BEGIN STORED DATA
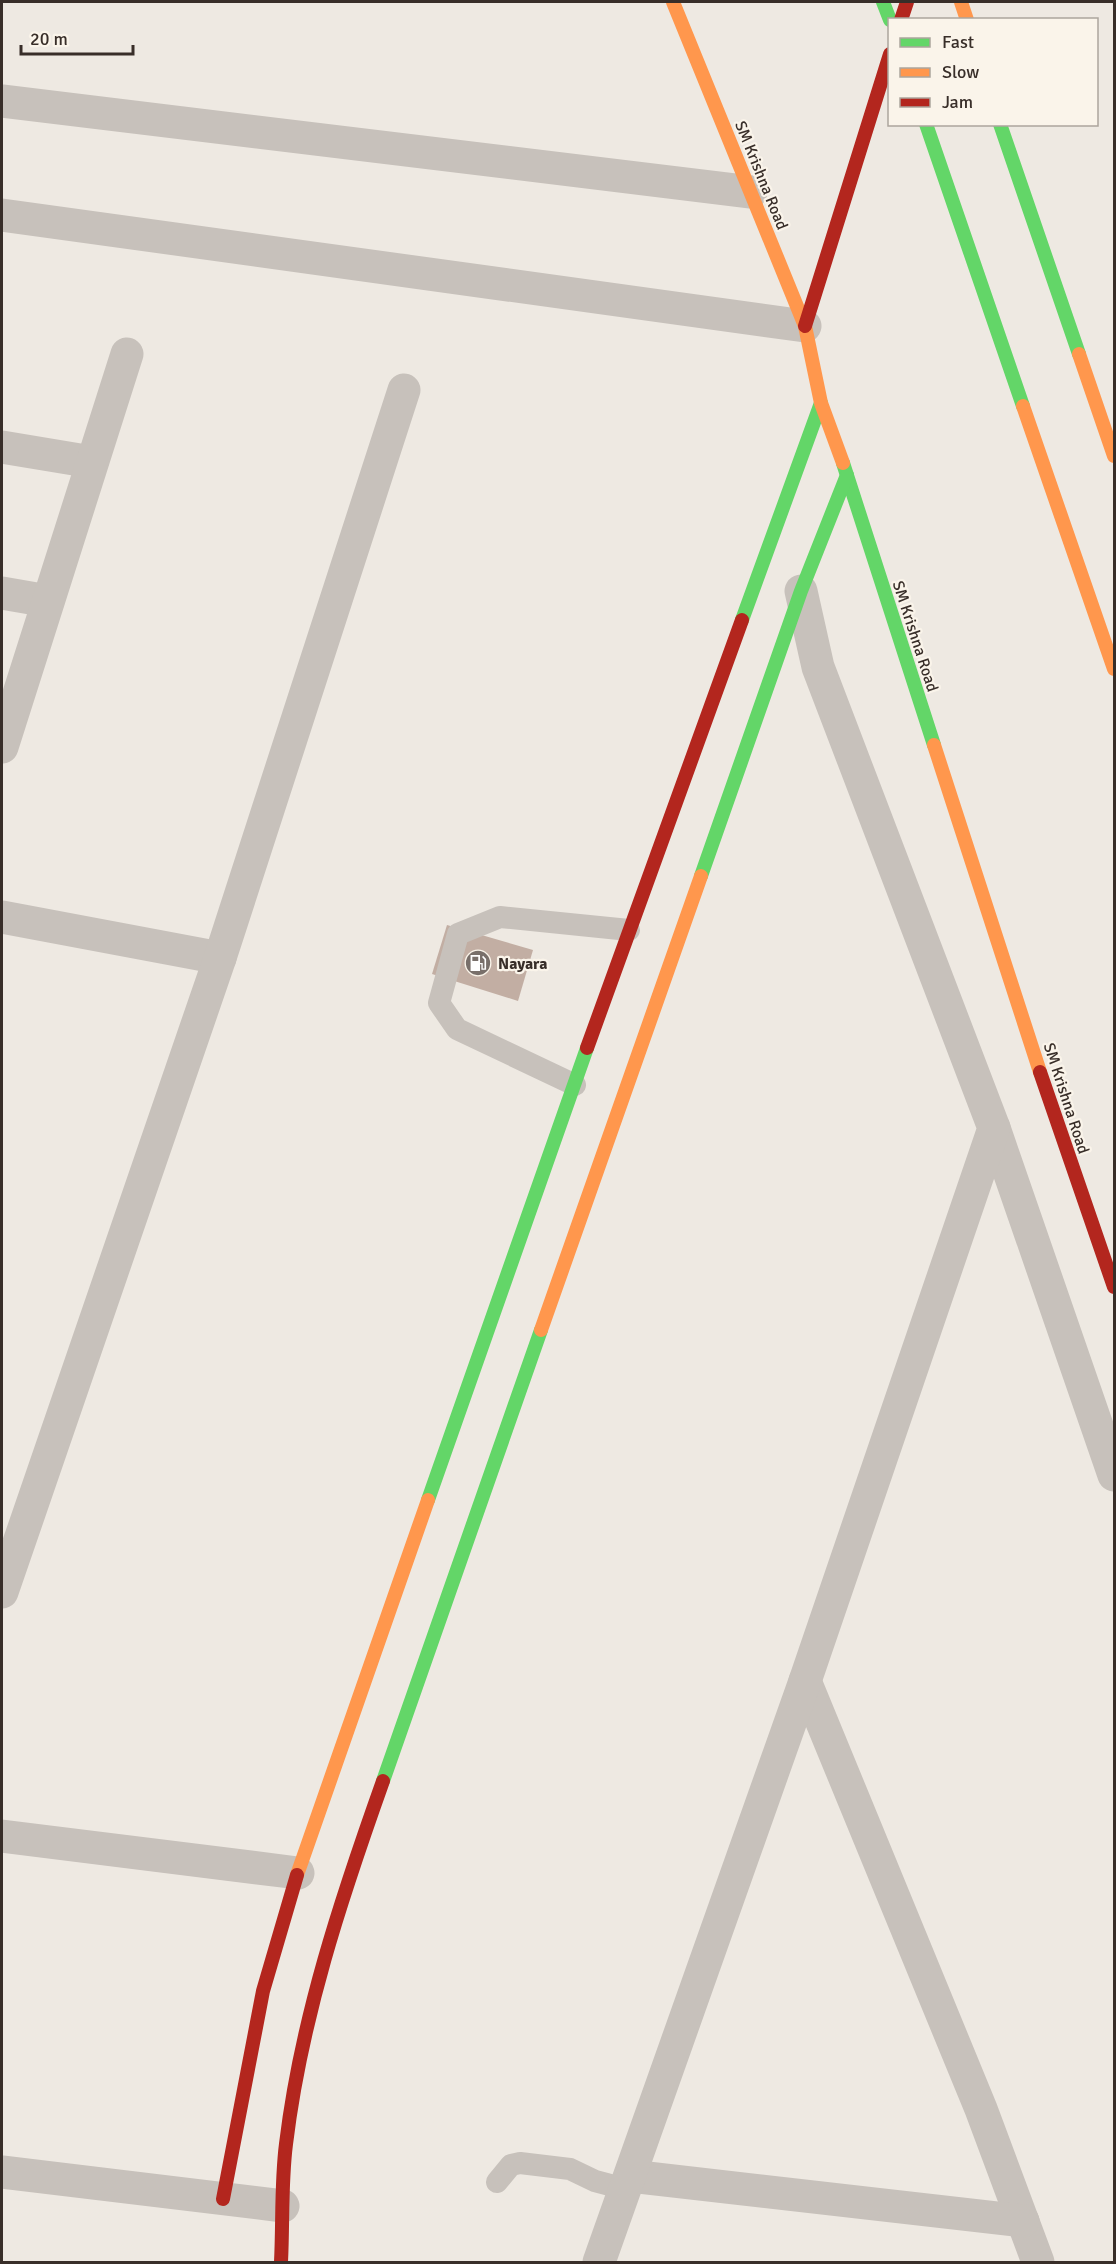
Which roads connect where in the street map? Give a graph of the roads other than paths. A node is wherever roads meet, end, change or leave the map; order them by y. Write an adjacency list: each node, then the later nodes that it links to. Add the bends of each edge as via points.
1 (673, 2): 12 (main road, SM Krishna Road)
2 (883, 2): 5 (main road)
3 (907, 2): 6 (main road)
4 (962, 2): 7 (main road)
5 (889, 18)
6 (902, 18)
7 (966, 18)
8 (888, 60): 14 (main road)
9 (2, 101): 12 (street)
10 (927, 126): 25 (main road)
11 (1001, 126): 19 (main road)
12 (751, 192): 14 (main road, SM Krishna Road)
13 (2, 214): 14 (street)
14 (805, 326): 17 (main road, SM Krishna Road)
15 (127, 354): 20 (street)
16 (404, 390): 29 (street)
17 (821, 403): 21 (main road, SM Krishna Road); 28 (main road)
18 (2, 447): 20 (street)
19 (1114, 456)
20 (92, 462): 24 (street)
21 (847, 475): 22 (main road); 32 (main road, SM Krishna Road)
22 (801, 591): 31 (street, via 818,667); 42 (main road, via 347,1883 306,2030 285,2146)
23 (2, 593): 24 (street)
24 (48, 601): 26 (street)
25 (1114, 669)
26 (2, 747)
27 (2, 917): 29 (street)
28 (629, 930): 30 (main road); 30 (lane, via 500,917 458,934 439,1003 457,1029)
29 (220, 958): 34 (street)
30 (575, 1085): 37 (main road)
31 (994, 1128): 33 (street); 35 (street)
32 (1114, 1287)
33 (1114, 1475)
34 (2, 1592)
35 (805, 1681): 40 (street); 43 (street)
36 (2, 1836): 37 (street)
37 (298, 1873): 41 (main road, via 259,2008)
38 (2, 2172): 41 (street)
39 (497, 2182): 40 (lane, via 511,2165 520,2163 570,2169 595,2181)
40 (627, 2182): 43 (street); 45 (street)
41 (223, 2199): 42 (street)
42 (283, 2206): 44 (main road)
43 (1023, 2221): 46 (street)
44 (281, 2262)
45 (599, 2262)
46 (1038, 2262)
END STORED DATA
WORK INSTRUCTION – Indicate the number of lines in the data above that contain the string "lane", without any additional text.

PROBLEM SOLUTION – 2